David Krejci was 28 years old in 2014, at the peak of his powers, basking in the glow of a new six-year, $43 million deal, envisioning how his career with the Bruins would play out, and even considering the possibility of going back to his homeland of the Czech Republic to finish his career after he accomplished all of his goals in the NHL.
Seven years later, a future that seemed so distant is now right in front of him.
The Bruins’ second-round loss to the Islanders has Krejci reflecting on not just the season but his entire 15-year run with the Bruins and what might be next for the 35-year-old center, whose contract expired at the end of the season.
He said he’ll take his time and weigh all the factors. He wants to stay in Boston, the only city he’s known in his pro career, but a part of him still dreams of going back home.

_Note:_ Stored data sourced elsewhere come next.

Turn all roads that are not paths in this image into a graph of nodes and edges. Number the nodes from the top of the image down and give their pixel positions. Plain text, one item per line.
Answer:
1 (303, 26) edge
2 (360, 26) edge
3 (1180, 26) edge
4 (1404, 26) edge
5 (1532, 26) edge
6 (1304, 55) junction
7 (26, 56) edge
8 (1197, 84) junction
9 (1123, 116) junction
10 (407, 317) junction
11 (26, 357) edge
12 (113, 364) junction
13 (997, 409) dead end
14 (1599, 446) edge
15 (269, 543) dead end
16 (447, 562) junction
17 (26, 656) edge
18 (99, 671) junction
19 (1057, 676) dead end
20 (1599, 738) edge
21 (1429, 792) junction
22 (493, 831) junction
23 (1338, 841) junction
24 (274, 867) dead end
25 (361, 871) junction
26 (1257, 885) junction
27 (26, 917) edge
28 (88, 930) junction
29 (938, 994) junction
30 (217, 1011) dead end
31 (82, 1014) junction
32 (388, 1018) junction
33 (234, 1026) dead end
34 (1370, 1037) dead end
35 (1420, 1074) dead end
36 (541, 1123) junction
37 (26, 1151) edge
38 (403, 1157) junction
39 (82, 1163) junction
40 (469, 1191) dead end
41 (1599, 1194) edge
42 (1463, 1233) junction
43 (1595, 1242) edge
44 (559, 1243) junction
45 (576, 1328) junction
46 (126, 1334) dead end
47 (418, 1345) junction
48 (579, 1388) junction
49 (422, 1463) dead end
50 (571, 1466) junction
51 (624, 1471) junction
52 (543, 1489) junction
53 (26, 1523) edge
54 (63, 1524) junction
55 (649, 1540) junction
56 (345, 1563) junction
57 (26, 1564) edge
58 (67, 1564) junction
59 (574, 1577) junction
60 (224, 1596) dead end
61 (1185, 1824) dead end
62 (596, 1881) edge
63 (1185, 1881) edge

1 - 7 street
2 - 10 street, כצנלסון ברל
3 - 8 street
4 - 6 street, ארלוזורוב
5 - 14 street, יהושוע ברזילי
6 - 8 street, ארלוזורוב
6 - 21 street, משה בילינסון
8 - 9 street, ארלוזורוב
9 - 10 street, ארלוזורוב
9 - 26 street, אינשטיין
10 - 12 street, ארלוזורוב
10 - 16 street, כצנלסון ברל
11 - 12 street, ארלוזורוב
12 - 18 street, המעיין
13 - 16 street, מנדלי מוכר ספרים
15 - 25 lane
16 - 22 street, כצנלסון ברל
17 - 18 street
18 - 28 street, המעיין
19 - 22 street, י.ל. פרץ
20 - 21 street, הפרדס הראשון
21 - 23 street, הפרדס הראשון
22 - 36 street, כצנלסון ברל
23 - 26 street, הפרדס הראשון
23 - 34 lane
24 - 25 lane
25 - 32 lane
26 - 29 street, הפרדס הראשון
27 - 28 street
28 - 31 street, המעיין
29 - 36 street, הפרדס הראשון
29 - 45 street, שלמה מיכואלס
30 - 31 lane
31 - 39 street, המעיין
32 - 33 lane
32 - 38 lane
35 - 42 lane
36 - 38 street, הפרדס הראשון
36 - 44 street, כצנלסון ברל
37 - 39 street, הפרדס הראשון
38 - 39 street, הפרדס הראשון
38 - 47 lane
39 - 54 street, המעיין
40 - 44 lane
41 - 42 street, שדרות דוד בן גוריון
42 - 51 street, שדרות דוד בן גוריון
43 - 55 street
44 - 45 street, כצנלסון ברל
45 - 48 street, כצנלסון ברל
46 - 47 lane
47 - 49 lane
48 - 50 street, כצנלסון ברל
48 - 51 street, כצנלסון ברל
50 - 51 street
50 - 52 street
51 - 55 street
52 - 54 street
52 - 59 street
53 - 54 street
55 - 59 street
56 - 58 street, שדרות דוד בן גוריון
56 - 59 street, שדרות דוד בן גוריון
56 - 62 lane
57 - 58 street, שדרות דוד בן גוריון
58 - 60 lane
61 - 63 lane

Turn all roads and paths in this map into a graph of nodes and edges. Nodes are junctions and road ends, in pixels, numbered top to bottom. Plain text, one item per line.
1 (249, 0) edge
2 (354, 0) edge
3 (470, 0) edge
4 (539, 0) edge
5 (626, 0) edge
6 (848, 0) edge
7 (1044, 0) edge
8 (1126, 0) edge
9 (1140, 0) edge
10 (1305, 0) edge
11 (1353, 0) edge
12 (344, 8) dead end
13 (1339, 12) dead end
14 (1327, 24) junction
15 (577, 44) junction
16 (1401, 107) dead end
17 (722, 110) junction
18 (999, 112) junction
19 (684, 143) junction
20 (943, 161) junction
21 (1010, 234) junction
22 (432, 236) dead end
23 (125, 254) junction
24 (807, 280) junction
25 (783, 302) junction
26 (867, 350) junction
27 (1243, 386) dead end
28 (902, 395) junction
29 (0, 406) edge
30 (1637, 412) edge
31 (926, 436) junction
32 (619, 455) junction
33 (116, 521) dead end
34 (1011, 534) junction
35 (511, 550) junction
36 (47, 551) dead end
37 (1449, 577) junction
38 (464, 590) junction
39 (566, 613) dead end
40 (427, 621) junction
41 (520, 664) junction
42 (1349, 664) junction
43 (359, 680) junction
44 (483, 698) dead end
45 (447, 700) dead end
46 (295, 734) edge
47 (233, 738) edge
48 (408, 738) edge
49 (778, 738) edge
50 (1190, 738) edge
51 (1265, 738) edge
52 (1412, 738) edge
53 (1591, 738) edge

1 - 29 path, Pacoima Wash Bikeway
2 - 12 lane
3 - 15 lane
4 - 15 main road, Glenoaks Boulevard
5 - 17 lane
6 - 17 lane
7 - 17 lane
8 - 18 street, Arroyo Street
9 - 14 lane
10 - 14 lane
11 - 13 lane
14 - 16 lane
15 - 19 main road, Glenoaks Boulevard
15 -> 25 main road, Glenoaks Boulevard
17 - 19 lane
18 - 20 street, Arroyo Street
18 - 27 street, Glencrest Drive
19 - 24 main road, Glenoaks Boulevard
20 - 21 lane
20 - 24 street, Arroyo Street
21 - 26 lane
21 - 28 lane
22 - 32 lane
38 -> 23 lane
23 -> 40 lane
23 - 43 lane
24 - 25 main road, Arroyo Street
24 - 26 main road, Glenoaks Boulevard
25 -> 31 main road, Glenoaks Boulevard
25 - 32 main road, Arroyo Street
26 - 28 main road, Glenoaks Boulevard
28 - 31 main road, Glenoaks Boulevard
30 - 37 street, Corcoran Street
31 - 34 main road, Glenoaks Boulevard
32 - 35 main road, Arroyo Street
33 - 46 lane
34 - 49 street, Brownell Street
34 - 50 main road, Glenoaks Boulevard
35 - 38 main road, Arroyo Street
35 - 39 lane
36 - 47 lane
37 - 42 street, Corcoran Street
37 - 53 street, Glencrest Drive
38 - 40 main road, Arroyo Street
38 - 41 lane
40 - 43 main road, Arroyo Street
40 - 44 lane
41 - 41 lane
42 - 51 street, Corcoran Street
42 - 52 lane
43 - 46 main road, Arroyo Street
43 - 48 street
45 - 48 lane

“You guys write a lot that I always wanted to play in Czech, finish my career in Czech, which has not changed,” Krejci said. “But when I said that, I was younger. Now I’m a husband, I have two kids, they’re getting older. So yes, I still, at one point, would like to finish my career in Czech but for different reasons now than when I first said it.
“I would like my kids to speak my language, because my parents don’t speak any English. My kids don’t speak Czech. So I would like them to learn my language.
“But again, when that’s going to happen — or if that’s going to happen — we’ll see next. I’m going to try to get away from the game for a little bit now and think about lots of things, spend some time with my family, and just go from there.”
Krejci said he’s been thinking about his future in Boston all season and now must give it deeper thought. He made it clear a year ago that he had no plans of retiring once this deal was up.
“I’m going to need a few weeks,” Krejci said. “Think about lots of things, talk to lots of people. I love Boston.”
Krejci said he and the Bruins front office never discussed an extension during the season because he was focused on making a playoff run.
“It wasn’t because of anything else,” Krejci said. “It was just I want to focus on my game.”
He said it would be difficult to see himself lured away from Boston by a more lucrative deal.
“I can tell you it’s not going to be about money,” he said. “And at the same time, I just can’t see myself playing for a different team.
“But we’ll see what happens. I talked to my parents and they asked me and I can’t even give them a straight answer. I just don’t know.”
Hall seeking stability
From the time Taylor Hall arrived at the trade deadline, he made it known that he saw Boston as a long-term landing spot and not just a short stay.
It is hard for Hall to gauge the season he had after scoring just two goals in 37 games with Buffalo, then giving the Bruins eight goals and six assists in 16 regular-season games along with three goals and two assists in the playoffs. But the 29-year-old winger felt Boston was the fit he had been looking for after bouncing around the past two years.
“I don’t even know what my value is at this point,” Hall said. “I feel like I had two different seasons. I’m not looking to absolutely maximize my value at this point. In my career, I’ve been fortunate enough to make some good money in this league. And at this point, it’s about more of a fit for me than money or a long-term thing. I just want to find a home for the next few years here.”
Since winning the Hart Trophy as NHL MVP with the Devils in 2018, Hall has played for three teams, and the instability — along with the turbulence of playing during the COVID-19 pandemic — takes a toll.
“Last year, I had three coaches; this year I had three different coaches,” Hall said. “It’s been a lot. I’m looking forward to hopefully staying put, putting down some roots, getting some normalcy to our season, having fans back. All these things are really important just as a person.
“I didn’t want to have time off this early, but certainly a mental break is always good for anyone. So we’ll enjoy that.”
Hall plans to stay around Boston for at least a few weeks. He and his girlfriend enjoy the city.
“We’ll let the dust settle on everything this year,” Hall said. “I’m sure they have a lot of stuff going on and some other guys that have been here longer than me that they have to have to worry about and then we’ll figure that out.
“But hopefully, we can make something work. That’s obviously my goal. Hopefully, we can make that happen.”
A time to recharge
For the first time in two years, the Bruins expect to have something close to a normal offseason. After playing in the bubble last year, they dealt with their share of COVID-related issues this season — including a shutdown in March — but managed to reach the playoffs for the fifth straight season.
Captain Patrice Bergeron said it’s a good opportunity to finally recharge.
“It’s been a challenging year,” Bergeron said. “And on many levels, for everyone really, but for us with all the restrictions and protocols and everything, it was a different year. It wasn’t as smooth as usual and there was a lot of things that we had to think about and worry about as well.
“So I think I am obviously just like everyone else, looking forward to a normal summer or close to it, and yet kind of recharge and get ready for next season, which hopefully should be back to normal.”